Today, with ongoing support and training from Olam and our customer to produce high quality Arabica, farmers are getting an almost threefold income from a crop that can live in harmony with the forest – a clear example of how agriculture can be re-imagined to enable farmers to prosper, communities to thrive and landscapes to flourish.
Transforming rice value chains
Unlike specialty coffee, rice is a staple crop for roughly half the world. As the largest GHG emitting crop in the world, accounting for 10% of man-made methane, and correlating heavily with poverty in both producing and consuming regions, improved rice production is key to helping agricultural communities prosper and reducing environmental impact in Asia.
These overlapping issues of water efficiency, agricultural productivity, food health and safety are critical to ensuring global food security, and to delivering on the Sustainable Development Goals (SDGs). Finding and testing solutions has therefore become a new purpose of the Rice business.

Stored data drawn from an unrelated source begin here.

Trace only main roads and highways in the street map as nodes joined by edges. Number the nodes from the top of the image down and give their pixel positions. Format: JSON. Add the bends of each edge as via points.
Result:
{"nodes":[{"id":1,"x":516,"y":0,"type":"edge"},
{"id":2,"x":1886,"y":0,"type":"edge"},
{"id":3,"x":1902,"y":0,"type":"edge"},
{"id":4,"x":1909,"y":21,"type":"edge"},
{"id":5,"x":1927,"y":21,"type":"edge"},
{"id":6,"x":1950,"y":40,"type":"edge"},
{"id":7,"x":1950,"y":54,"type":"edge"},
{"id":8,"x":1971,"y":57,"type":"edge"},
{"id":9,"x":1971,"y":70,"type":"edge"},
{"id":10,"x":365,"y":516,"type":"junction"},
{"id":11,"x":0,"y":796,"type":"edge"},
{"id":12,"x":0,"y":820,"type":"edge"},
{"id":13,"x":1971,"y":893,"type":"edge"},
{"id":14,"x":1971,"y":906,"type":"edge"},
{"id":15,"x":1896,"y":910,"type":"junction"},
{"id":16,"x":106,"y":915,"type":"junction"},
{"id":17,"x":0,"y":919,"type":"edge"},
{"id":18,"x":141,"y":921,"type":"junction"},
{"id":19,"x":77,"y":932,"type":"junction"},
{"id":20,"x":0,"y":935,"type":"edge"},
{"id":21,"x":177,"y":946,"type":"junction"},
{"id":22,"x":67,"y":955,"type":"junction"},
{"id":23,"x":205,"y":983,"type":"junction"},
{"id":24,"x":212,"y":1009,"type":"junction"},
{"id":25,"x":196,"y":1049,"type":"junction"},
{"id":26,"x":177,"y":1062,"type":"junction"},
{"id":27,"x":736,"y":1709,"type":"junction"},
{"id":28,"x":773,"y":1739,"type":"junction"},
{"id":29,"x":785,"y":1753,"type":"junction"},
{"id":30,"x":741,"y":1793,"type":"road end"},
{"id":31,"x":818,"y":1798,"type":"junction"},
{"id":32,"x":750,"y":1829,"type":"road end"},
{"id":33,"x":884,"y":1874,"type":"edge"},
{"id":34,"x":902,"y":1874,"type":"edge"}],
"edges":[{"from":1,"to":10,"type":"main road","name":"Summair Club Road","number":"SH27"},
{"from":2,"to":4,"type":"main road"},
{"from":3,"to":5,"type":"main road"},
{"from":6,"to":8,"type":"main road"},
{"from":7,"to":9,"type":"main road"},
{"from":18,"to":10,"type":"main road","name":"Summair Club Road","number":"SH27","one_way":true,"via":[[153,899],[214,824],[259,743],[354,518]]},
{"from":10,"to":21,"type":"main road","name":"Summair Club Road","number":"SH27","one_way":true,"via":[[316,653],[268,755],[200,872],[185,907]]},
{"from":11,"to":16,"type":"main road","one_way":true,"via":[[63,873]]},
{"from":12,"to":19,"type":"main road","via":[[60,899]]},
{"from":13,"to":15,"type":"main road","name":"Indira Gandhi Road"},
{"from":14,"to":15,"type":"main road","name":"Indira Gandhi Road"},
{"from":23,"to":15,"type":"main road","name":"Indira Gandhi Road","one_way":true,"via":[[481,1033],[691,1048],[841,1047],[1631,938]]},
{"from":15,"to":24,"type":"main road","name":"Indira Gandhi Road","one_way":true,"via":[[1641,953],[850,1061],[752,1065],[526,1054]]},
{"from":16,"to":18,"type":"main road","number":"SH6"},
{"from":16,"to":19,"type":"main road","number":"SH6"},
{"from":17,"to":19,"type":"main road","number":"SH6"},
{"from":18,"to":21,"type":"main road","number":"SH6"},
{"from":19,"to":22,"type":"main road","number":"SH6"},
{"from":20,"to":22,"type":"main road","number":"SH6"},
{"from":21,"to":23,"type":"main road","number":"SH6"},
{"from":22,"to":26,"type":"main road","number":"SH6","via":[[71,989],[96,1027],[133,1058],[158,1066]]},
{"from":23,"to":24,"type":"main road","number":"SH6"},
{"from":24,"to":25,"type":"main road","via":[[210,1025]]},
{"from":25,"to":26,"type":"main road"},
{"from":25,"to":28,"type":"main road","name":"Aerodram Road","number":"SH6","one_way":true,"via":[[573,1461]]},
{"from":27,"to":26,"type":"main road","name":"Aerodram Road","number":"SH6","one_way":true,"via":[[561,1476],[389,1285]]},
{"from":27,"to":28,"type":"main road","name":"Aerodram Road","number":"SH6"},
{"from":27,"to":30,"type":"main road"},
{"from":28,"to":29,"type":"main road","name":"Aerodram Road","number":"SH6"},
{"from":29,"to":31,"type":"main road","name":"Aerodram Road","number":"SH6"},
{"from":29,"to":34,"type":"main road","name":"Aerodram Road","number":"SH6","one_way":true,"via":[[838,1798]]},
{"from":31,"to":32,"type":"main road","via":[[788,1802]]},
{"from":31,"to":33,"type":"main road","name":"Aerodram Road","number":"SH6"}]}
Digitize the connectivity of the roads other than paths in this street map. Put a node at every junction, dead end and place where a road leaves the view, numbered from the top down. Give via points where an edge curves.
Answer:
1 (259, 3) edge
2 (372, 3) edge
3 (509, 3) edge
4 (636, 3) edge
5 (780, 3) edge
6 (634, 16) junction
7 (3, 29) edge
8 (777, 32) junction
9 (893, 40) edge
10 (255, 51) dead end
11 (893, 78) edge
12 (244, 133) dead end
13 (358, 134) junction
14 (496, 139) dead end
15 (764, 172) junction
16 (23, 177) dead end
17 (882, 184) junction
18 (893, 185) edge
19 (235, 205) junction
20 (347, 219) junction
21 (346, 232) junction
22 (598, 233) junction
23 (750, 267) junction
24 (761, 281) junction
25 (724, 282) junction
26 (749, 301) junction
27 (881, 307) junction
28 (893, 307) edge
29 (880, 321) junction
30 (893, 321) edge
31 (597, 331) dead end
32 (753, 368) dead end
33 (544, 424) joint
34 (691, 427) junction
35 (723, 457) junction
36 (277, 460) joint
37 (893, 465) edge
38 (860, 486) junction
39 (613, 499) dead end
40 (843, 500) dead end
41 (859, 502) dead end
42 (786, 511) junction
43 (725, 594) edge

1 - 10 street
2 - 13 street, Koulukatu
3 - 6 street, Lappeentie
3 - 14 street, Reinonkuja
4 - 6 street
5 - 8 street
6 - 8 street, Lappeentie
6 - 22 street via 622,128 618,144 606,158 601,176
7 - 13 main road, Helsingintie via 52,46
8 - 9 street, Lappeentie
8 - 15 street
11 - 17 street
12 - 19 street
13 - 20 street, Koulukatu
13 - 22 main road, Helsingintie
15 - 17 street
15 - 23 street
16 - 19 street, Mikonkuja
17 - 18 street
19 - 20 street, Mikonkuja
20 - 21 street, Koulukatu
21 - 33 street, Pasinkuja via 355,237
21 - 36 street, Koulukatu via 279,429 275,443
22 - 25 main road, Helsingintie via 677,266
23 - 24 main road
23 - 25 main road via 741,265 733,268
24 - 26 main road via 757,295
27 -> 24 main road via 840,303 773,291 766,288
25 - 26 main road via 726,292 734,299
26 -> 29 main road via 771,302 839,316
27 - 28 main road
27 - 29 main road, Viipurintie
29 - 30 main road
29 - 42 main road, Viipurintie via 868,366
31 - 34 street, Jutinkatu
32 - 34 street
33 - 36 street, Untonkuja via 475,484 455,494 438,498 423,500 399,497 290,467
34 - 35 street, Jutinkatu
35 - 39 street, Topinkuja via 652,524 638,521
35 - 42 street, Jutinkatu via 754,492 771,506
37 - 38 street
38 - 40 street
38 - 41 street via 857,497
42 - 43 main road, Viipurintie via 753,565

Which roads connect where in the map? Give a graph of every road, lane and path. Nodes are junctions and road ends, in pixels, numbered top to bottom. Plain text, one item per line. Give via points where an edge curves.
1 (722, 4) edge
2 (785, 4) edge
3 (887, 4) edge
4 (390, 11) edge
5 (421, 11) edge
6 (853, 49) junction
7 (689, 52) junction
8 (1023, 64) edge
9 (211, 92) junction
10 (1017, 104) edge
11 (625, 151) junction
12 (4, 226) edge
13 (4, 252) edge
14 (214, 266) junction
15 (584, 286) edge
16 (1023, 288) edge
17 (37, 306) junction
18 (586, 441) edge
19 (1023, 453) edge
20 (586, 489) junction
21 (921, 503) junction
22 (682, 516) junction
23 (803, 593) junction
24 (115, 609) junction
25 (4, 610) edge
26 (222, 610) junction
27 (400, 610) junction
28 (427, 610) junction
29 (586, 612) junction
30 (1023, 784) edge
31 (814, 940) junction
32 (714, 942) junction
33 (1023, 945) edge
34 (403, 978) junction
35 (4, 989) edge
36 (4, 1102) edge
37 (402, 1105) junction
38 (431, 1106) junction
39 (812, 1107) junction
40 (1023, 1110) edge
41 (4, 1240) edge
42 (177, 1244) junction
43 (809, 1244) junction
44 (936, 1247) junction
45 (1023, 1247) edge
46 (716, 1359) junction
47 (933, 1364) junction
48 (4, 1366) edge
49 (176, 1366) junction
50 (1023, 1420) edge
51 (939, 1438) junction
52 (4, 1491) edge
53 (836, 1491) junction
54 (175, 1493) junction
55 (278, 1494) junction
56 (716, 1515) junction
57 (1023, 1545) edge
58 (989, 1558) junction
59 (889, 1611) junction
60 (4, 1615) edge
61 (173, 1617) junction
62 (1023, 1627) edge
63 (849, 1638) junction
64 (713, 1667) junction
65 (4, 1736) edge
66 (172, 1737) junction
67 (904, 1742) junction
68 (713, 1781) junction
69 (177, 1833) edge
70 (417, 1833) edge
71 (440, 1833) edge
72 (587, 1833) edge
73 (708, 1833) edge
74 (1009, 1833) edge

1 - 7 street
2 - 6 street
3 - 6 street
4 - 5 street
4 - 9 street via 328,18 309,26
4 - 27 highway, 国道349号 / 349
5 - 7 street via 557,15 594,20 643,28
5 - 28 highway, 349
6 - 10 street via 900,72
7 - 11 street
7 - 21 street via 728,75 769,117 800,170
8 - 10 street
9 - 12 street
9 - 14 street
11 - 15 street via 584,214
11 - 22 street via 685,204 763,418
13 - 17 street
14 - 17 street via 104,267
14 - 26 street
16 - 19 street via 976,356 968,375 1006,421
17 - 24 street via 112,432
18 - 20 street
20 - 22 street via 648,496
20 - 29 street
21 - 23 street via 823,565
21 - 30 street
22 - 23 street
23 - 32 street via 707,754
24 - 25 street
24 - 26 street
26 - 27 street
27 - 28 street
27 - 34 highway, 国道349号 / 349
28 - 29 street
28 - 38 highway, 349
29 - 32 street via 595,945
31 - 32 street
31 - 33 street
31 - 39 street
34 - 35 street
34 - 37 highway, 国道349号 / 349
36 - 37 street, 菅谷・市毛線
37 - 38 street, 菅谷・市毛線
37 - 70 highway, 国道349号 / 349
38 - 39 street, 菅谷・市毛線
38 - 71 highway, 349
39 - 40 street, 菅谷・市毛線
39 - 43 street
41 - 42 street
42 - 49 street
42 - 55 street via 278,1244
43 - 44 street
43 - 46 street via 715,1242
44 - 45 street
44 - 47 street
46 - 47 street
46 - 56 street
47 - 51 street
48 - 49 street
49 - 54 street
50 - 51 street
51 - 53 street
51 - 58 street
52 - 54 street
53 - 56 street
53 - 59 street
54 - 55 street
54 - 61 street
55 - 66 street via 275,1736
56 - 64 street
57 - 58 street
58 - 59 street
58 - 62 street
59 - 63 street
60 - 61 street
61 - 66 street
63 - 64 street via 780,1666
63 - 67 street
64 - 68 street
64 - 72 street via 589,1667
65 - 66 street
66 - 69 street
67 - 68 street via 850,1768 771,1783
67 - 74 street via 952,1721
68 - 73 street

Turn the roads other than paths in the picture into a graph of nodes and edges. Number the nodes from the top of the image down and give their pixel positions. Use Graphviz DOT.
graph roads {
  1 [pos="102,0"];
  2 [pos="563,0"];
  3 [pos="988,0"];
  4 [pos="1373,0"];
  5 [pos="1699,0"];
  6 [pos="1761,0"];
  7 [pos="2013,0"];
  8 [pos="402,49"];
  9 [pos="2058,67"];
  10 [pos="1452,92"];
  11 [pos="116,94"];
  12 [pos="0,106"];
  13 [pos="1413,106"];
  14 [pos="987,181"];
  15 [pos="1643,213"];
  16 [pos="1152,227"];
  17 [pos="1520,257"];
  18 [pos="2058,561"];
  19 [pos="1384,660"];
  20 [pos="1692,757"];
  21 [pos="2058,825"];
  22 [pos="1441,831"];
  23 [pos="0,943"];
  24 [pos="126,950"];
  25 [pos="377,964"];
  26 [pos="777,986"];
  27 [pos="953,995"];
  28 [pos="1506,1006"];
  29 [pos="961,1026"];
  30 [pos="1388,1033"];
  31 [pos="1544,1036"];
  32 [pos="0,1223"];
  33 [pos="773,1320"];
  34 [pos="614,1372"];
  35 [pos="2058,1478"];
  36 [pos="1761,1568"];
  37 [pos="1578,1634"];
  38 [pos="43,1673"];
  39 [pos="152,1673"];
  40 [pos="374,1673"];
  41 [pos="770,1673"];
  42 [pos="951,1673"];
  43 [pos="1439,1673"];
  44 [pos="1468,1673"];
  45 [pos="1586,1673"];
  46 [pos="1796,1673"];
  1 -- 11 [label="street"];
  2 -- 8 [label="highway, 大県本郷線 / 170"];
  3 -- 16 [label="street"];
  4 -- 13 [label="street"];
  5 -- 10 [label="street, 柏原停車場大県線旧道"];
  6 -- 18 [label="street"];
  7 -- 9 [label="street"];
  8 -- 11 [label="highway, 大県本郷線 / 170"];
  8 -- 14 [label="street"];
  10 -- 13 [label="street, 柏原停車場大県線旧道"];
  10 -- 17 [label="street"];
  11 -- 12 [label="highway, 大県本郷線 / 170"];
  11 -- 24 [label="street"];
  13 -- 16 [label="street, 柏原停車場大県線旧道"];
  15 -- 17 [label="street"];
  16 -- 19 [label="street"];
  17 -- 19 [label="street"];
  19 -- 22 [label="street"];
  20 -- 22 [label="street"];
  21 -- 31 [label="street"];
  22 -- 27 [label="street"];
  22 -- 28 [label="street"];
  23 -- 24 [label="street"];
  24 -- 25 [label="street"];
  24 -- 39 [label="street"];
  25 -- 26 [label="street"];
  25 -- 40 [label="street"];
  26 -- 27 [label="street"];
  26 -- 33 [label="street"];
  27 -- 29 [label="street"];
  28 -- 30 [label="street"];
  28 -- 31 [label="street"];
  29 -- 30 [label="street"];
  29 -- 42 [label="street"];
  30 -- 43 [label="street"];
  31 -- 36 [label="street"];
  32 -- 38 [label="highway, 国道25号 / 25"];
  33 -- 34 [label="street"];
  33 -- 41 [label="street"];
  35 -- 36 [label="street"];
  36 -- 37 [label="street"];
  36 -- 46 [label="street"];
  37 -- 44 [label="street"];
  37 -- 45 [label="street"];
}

Olam is a founding member of the Sustainable Rice Platform (SRP), a multi-stakeholder group convened by UN Environment and the International Rice Research Institute (IRRI) to define and pursue sustainability in the rice sector.
In 2015, under SRP, we partnered with GIZ, a German development agency, and the Thai Rice Department in a pilot project called the Better Rice Initiative Asia (BRIA). In 2016, this yielded the world’s first rice meeting SRP standards – Thai Hommali, fully verified by UTZ and OneCert. Olam pioneered as the exclusive corporate buyer.
In 2017 the pilot was expanded to 1,500 farmers all enrolled in OFIS – the Olam Farmer Information System, a farmer management and traceability tool originally developed for cocoa. We are now on the cusp of expanding the project to Vietnam and Indonesia. In four years, this would translate to total volumes of nearly 190,000 MT, representing more than 10% of our current annual volumes globally.